Pd and Ru are two key elements of the platinum-group metals that are invaluable to areas such as catalysis and energy storage/transfer. To maximize the potential of the Pd and Ru elements, significant effort has been devoted to synthesizing Pd-Ru bimetallic materials. However, most of the reports dealing with this subject describe phase-separated structures such as near-surface alloys and physical mixtures of monometallic nanoparticles (NPs). Pd-Ru alloys with homogenous structure and arbitrary metallic ratio are highly desired for basic scientific research and commercial material design. In the past several years, with the development of nanoscience, Pd-Ru bimetallic alloys with different architectures including heterostructure, core-shell structure and solid-solution alloy were successfully synthesized. In particular, we have now reached the stage of being able to obtain Pd-Ru solid-solution alloy NPs over the whole composition range. These Pd-Ru bimetallic alloys are better catalysts than their parent metal NPs in many catalytic reactions, because the electronic structures of Pd and Ru are modified by alloying. In this review, we describe the recent development in the structure control of Pd-Ru bimetallic nanomaterials. Aiming for a better understanding of the synthesis strategies, some fundamental details including fabrication methods and formation mechanisms are discussed. We stress that the modification of electronic structure, originating from different nanoscale geometry and chemical composition, profoundly affects material properties. Finally, we discuss open issues in this field.

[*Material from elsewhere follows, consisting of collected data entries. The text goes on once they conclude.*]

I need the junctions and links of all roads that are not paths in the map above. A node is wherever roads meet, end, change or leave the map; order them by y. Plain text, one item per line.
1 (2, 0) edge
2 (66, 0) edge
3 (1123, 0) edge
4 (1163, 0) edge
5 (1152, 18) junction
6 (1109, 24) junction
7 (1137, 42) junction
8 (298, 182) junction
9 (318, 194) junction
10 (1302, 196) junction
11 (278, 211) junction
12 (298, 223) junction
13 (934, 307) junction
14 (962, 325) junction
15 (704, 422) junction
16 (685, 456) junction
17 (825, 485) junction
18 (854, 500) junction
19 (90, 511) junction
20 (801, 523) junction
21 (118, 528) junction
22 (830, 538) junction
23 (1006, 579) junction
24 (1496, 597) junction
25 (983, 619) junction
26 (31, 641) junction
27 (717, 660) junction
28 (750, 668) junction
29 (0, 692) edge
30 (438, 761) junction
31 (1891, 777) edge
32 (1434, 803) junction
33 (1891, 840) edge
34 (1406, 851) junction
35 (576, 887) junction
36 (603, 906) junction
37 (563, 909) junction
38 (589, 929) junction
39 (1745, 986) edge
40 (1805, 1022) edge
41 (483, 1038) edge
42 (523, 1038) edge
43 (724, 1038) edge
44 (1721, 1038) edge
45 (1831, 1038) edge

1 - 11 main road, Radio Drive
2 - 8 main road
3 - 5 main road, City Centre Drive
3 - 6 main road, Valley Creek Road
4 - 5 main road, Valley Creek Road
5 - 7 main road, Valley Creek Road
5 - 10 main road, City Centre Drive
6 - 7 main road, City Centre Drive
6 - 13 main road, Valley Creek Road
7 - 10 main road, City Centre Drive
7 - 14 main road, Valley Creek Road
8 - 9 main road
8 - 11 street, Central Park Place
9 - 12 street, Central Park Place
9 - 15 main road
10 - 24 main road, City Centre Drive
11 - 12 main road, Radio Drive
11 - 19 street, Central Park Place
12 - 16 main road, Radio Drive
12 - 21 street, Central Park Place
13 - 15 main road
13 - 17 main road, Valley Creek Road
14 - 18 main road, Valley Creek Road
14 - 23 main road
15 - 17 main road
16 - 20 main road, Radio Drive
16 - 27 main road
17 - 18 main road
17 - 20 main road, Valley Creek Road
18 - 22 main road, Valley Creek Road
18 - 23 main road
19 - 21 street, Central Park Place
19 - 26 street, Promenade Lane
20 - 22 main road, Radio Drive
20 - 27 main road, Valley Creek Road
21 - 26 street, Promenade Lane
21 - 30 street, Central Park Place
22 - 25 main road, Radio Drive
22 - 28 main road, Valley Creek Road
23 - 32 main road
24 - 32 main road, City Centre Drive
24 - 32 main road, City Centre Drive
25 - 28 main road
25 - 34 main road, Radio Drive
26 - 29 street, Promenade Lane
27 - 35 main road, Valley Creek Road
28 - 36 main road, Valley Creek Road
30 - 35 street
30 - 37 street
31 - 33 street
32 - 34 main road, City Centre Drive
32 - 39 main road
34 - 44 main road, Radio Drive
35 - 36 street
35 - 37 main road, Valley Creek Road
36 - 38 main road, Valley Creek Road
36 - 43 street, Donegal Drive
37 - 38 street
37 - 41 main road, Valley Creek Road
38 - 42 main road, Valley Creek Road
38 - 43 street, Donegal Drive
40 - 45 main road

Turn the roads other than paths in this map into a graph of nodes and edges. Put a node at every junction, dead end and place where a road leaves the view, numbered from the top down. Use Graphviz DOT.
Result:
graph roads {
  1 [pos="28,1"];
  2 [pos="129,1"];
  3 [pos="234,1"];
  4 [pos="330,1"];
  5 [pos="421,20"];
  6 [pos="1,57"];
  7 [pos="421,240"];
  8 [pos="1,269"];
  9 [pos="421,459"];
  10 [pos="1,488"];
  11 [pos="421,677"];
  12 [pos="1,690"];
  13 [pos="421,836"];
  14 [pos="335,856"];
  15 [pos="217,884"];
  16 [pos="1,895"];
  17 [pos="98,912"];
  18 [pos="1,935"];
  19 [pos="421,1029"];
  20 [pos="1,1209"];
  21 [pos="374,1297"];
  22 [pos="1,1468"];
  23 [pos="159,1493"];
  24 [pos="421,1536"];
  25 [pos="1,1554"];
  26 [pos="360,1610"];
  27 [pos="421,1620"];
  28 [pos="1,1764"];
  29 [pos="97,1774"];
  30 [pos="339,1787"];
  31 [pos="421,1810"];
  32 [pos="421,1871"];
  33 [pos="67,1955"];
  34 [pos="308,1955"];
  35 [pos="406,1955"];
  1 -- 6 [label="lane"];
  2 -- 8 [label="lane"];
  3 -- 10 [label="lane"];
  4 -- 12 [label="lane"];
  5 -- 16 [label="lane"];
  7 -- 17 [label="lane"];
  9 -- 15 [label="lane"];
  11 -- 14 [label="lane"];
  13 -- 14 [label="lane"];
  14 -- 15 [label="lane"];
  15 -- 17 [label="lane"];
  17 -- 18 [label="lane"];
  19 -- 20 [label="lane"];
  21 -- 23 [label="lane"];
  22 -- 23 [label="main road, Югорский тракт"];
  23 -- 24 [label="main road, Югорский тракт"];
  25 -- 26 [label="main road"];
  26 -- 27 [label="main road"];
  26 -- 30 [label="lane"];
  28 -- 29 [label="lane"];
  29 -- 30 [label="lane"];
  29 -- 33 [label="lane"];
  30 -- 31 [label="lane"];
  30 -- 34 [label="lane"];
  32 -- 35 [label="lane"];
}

Pd and Ru, which, respectively, adopt the face-centered cubic (fcc) and hexagonal close-packed (hcp) structures in bulk, are two key elements of the Pt group metals closely related to our society. Pd is invaluable to many industrial reaction processes such as hydrogenation/dehydrogenation reactions,[1] purification of automotive pollutants,[2] low-temperature fuel cell reactions,[3] C–C bond formation and C–H bond activation.[4] In addition, Pd is also a key element for ‘hydrogen economy’.[5] Ru and its compounds are also in a class of particularly significant catalysts for many reactions, for instance, ammonia synthesis,[6] C–N formation,[7] hydrogenation reaction [8] and oxygen evolution reaction.[9] As a nonmagnetic conductor, Ru is an indispensable part of spintronics, which is used to separate two magnetic layers.[10] Recently, Ru has attracted much attention as a catalyst for CO oxidation.[11] Although Pd and Ru have their own unique properties, they show similar effects for many applications, e.g. CO oxidation and some organic reactions.[11,12] Therefore, naturally, it is interesting to develop Pd–Ru bimetallic materials, in which much improved or novel properties are expected.As early as 1966, Pd–Ru bimetallic alloys were used as hydrogen diffusion membrane in a US patent filed by Engelhard Industries Corporation,[13] motivated by the study of hydrogen storage/diffusion properties of Pd and Pd-based bulk alloys.[14-20] In this patent, Pd–Ru bulk alloy membranes containing 1–10 wt% Ru content were prepared by high temperature annealing. The patent claimed that Pd–4.5%Ru bulk alloy membrane had higher hydrogen permeability than pure Pd and Pd–Ag bulk alloy. Additionally, the patent reported that the Pd–Ru alloy membrane had much higher tensile strength than that of Pd after being annealed at high temperature. Such high tensile strength of Pd–Ru alloy membrane had also been supported by other research groups such as Cabrera and co-workers in 1995 [21] and Gade et al. in 2009.[22] However, years later, contradictory observations on the permeability of Pd–Ru alloy were reported. Cabrera et al. [23] studied the kinetics of hydrogen desorption Pd and Pd–Ru bulk alloy foils
. The results indicated less solubility of hydrogen in the Pd–5%Ru alloy than pure Pd. Moreover, the diffusivity of hydrogen in the Pd–5%Ru alloy was slower than in pure Pd. The activation energy for bulk diffusion was 4.9 kcal mol–1 for Pd–5%Ru alloy, which was higher than that of pure Pd (4.4 kcal mol–1). The decrease in hydrogen absorption capacity for Ru-Pd alloy was further studied by hydrogen electrosorption and thermal programmed desorption.[24,25] It is known that the hydrogen absorption/desorption is extremely dependent on the structure of Pd–Ru samples, such as Ru composition and film thickness. Therefore, a precise characterization of the Pd–Ru alloy is needed to confirm the hydrogen absorption/desorption properties. Since 1966, the Pd–Ru bulk alloy system has been widely studied in areas including hydrogen storage/permeability,[22,25,26] selective hydrogenation[27-30] and magnetic properties.[31] These studies pointed out the alloy effect by substituting a low amount of Ru with Pd caused the modification of the Pd d-band electronic structure and consequently changed the Pd properties. However, in this stage, most of the Pd–Ru bulk alloy were obtained by techniques such as conventional cold rolling, physical/chemical vapor deposition, arc melting, electroplating or electroformation and electroless plating,[27] and the Ru content of the alloys was generally limited below 10 wt%. In fact, it is difficult to obtain Pd–Ru alloys with arbitrary metallic ratio in bulk phase, because Pd and Ru cannot mix each other more than around 15% even near the melting point of Pd, as shown in the equilibrium phase diagram (Figure 1).[32]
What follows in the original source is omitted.